§ **Your objective**:
Lines in the records below that contain the word "graph" must each be copied.

Records from a collection

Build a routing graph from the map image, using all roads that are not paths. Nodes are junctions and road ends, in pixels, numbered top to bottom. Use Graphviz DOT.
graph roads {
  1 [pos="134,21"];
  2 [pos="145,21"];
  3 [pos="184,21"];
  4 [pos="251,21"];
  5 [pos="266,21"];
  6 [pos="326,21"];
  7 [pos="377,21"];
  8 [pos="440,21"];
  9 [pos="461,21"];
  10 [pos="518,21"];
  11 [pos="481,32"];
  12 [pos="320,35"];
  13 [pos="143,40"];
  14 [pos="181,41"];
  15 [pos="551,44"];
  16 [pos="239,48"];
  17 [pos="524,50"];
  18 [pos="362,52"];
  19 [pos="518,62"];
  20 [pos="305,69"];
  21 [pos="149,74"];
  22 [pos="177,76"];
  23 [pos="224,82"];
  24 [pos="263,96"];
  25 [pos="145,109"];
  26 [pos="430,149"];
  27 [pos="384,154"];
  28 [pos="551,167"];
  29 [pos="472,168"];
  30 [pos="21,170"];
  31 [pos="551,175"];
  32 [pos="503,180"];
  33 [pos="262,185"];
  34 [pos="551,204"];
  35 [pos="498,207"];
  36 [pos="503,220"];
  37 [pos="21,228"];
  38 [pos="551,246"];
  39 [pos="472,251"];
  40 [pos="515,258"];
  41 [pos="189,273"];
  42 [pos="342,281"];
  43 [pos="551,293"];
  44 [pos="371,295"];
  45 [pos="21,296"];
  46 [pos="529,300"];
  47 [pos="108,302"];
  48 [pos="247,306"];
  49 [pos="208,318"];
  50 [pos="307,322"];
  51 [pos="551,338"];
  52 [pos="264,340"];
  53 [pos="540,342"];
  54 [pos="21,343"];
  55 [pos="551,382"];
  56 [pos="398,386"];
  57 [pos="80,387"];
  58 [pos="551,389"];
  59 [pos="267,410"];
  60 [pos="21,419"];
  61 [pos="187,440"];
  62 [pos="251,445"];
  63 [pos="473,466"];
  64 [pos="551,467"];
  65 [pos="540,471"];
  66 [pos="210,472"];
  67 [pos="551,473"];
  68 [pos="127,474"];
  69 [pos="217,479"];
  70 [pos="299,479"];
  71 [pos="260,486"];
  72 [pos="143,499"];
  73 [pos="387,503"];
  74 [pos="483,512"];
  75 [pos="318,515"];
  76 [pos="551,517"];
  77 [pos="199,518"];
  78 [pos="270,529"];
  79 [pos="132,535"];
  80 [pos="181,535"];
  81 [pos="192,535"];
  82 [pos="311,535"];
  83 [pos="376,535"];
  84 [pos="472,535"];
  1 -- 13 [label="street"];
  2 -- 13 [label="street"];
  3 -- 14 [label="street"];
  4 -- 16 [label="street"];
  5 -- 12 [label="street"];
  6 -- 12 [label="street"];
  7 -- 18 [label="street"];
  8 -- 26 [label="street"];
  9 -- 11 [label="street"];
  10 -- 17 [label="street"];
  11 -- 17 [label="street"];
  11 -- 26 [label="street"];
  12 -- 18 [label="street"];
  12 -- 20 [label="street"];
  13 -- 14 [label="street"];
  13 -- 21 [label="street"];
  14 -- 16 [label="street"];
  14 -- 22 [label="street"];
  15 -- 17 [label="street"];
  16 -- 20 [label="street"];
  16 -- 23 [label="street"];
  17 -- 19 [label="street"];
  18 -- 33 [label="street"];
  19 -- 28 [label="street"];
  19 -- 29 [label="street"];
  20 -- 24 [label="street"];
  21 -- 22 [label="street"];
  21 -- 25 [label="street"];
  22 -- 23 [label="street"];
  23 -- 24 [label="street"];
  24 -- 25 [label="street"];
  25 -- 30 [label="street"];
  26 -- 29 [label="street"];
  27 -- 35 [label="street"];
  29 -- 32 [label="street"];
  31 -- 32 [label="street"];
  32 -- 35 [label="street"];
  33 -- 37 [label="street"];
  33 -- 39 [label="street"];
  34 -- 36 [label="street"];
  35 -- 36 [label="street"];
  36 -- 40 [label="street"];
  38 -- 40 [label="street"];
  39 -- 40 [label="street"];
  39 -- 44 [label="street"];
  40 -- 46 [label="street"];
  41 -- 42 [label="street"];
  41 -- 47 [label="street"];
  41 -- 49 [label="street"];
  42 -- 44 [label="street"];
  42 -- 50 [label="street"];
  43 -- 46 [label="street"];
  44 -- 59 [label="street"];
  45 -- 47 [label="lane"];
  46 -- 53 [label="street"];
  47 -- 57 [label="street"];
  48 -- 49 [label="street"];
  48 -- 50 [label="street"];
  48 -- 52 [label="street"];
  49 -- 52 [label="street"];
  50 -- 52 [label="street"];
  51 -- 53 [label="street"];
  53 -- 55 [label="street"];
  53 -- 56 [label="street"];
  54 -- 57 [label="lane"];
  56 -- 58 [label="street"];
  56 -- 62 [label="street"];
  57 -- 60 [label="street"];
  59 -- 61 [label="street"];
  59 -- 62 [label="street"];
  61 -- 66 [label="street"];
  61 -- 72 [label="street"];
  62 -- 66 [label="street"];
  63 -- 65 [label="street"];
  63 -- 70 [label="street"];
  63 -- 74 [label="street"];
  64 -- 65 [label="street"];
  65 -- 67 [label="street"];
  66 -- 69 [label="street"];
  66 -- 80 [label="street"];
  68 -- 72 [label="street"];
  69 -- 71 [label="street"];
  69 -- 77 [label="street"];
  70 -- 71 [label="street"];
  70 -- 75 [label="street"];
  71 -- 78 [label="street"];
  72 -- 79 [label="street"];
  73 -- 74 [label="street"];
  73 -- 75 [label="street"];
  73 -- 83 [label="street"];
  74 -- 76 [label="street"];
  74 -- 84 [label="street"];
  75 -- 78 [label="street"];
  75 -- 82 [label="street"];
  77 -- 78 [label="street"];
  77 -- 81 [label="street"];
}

§ **Exercise answer**:
Build a routing graph from the map image, using all roads that are not paths. Nodes are junctions and road ends, in pixels, numbered top to bottom. Use Graphviz DOT.
graph roads {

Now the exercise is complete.